- _WHAT YOU HAVE TO DO_
Nothing in the records should be left out; transcribe them exactly.

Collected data
--- START ---

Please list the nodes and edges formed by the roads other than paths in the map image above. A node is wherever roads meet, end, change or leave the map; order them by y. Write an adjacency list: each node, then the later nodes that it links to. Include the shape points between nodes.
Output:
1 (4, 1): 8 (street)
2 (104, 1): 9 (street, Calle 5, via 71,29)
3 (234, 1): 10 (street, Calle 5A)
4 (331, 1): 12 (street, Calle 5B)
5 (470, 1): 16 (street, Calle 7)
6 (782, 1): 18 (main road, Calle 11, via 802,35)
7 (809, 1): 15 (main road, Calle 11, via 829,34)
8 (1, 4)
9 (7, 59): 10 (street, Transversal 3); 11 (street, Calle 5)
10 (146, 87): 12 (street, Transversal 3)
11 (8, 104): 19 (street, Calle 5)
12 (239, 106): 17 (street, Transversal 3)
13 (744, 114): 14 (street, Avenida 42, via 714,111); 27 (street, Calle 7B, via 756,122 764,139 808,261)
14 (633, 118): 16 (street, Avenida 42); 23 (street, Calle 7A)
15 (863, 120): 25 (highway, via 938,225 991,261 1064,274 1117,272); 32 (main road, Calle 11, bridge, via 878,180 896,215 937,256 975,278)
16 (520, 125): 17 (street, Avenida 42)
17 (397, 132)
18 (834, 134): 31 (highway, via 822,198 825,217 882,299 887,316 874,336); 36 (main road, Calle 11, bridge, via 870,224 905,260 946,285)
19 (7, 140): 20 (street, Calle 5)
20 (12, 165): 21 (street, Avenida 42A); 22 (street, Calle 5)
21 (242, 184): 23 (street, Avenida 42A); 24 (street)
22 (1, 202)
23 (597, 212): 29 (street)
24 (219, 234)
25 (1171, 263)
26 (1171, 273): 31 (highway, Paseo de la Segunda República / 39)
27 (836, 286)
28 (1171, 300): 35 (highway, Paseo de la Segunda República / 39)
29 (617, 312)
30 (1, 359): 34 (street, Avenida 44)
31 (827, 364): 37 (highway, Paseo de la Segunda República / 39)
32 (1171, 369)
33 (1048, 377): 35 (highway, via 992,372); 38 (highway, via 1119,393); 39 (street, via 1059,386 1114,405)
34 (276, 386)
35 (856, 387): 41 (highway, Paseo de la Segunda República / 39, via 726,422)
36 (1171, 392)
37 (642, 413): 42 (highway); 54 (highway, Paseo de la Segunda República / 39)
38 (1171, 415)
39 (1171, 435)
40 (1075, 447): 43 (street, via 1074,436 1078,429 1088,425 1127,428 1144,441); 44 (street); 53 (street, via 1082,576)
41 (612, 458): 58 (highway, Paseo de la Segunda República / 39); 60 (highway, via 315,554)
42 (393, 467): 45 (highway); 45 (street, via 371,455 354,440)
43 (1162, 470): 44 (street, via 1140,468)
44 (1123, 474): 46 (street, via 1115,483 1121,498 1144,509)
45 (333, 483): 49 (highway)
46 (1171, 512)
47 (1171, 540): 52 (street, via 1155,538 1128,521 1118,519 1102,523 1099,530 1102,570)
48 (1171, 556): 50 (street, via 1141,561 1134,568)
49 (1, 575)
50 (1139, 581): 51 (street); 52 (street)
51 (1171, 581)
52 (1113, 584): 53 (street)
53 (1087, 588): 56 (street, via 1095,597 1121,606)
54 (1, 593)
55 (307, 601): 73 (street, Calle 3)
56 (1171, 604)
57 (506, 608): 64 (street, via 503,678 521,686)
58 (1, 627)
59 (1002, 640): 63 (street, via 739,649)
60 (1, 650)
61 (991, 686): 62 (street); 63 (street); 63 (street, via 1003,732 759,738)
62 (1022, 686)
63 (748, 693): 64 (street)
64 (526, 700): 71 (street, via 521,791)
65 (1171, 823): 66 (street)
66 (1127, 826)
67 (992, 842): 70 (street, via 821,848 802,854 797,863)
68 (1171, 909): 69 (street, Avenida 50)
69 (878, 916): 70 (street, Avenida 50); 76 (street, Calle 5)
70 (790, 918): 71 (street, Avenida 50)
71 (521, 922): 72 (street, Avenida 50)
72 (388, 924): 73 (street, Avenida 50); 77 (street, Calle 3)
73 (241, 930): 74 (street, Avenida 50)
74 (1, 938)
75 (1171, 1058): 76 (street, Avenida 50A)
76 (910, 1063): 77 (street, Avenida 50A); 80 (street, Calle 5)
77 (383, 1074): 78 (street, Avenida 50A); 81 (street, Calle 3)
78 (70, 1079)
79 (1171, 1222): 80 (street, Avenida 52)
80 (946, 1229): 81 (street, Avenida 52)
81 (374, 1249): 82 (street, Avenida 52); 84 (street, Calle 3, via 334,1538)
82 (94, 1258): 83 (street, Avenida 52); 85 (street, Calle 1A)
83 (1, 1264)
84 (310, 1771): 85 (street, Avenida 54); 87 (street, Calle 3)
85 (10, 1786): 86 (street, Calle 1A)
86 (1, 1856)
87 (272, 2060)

--- END ---

- _THE ANSWER_
Please list the nodes and edges formed by the roads other than paths in the map image above. A node is wherever roads meet, end, change or leave the map; order them by y. Write an adjacency list: each node, then the later nodes that it links to. Include the shape points between nodes.
Output:
1 (4, 1): 8 (street)
2 (104, 1): 9 (street, Calle 5, via 71,29)
3 (234, 1): 10 (street, Calle 5A)
4 (331, 1): 12 (street, Calle 5B)
5 (470, 1): 16 (street, Calle 7)
6 (782, 1): 18 (main road, Calle 11, via 802,35)
7 (809, 1): 15 (main road, Calle 11, via 829,34)
8 (1, 4)
9 (7, 59): 10 (street, Transversal 3); 11 (street, Calle 5)
10 (146, 87): 12 (street, Transversal 3)
11 (8, 104): 19 (street, Calle 5)
12 (239, 106): 17 (street, Transversal 3)
13 (744, 114): 14 (street, Avenida 42, via 714,111); 27 (street, Calle 7B, via 756,122 764,139 808,261)
14 (633, 118): 16 (street, Avenida 42); 23 (street, Calle 7A)
15 (863, 120): 25 (highway, via 938,225 991,261 1064,274 1117,272); 32 (main road, Calle 11, bridge, via 878,180 896,215 937,256 975,278)
16 (520, 125): 17 (street, Avenida 42)
17 (397, 132)
18 (834, 134): 31 (highway, via 822,198 825,217 882,299 887,316 874,336); 36 (main road, Calle 11, bridge, via 870,224 905,260 946,285)
19 (7, 140): 20 (street, Calle 5)
20 (12, 165): 21 (street, Avenida 42A); 22 (street, Calle 5)
21 (242, 184): 23 (street, Avenida 42A); 24 (street)
22 (1, 202)
23 (597, 212): 29 (street)
24 (219, 234)
25 (1171, 263)
26 (1171, 273): 31 (highway, Paseo de la Segunda República / 39)
27 (836, 286)
28 (1171, 300): 35 (highway, Paseo de la Segunda República / 39)
29 (617, 312)
30 (1, 359): 34 (street, Avenida 44)
31 (827, 364): 37 (highway, Paseo de la Segunda República / 39)
32 (1171, 369)
33 (1048, 377): 35 (highway, via 992,372); 38 (highway, via 1119,393); 39 (street, via 1059,386 1114,405)
34 (276, 386)
35 (856, 387): 41 (highway, Paseo de la Segunda República / 39, via 726,422)
36 (1171, 392)
37 (642, 413): 42 (highway); 54 (highway, Paseo de la Segunda República / 39)
38 (1171, 415)
39 (1171, 435)
40 (1075, 447): 43 (street, via 1074,436 1078,429 1088,425 1127,428 1144,441); 44 (street); 53 (street, via 1082,576)
41 (612, 458): 58 (highway, Paseo de la Segunda República / 39); 60 (highway, via 315,554)
42 (393, 467): 45 (highway); 45 (street, via 371,455 354,440)
43 (1162, 470): 44 (street, via 1140,468)
44 (1123, 474): 46 (street, via 1115,483 1121,498 1144,509)
45 (333, 483): 49 (highway)
46 (1171, 512)
47 (1171, 540): 52 (street, via 1155,538 1128,521 1118,519 1102,523 1099,530 1102,570)
48 (1171, 556): 50 (street, via 1141,561 1134,568)
49 (1, 575)
50 (1139, 581): 51 (street); 52 (street)
51 (1171, 581)
52 (1113, 584): 53 (street)
53 (1087, 588): 56 (street, via 1095,597 1121,606)
54 (1, 593)
55 (307, 601): 73 (street, Calle 3)
56 (1171, 604)
57 (506, 608): 64 (street, via 503,678 521,686)
58 (1, 627)
59 (1002, 640): 63 (street, via 739,649)
60 (1, 650)
61 (991, 686): 62 (street); 63 (street); 63 (street, via 1003,732 759,738)
62 (1022, 686)
63 (748, 693): 64 (street)
64 (526, 700): 71 (street, via 521,791)
65 (1171, 823): 66 (street)
66 (1127, 826)
67 (992, 842): 70 (street, via 821,848 802,854 797,863)
68 (1171, 909): 69 (street, Avenida 50)
69 (878, 916): 70 (street, Avenida 50); 76 (street, Calle 5)
70 (790, 918): 71 (street, Avenida 50)
71 (521, 922): 72 (street, Avenida 50)
72 (388, 924): 73 (street, Avenida 50); 77 (street, Calle 3)
73 (241, 930): 74 (street, Avenida 50)
74 (1, 938)
75 (1171, 1058): 76 (street, Avenida 50A)
76 (910, 1063): 77 (street, Avenida 50A); 80 (street, Calle 5)
77 (383, 1074): 78 (street, Avenida 50A); 81 (street, Calle 3)
78 (70, 1079)
79 (1171, 1222): 80 (street, Avenida 52)
80 (946, 1229): 81 (street, Avenida 52)
81 (374, 1249): 82 (street, Avenida 52); 84 (street, Calle 3, via 334,1538)
82 (94, 1258): 83 (street, Avenida 52); 85 (street, Calle 1A)
83 (1, 1264)
84 (310, 1771): 85 (street, Avenida 54); 87 (street, Calle 3)
85 (10, 1786): 86 (street, Calle 1A)
86 (1, 1856)
87 (272, 2060)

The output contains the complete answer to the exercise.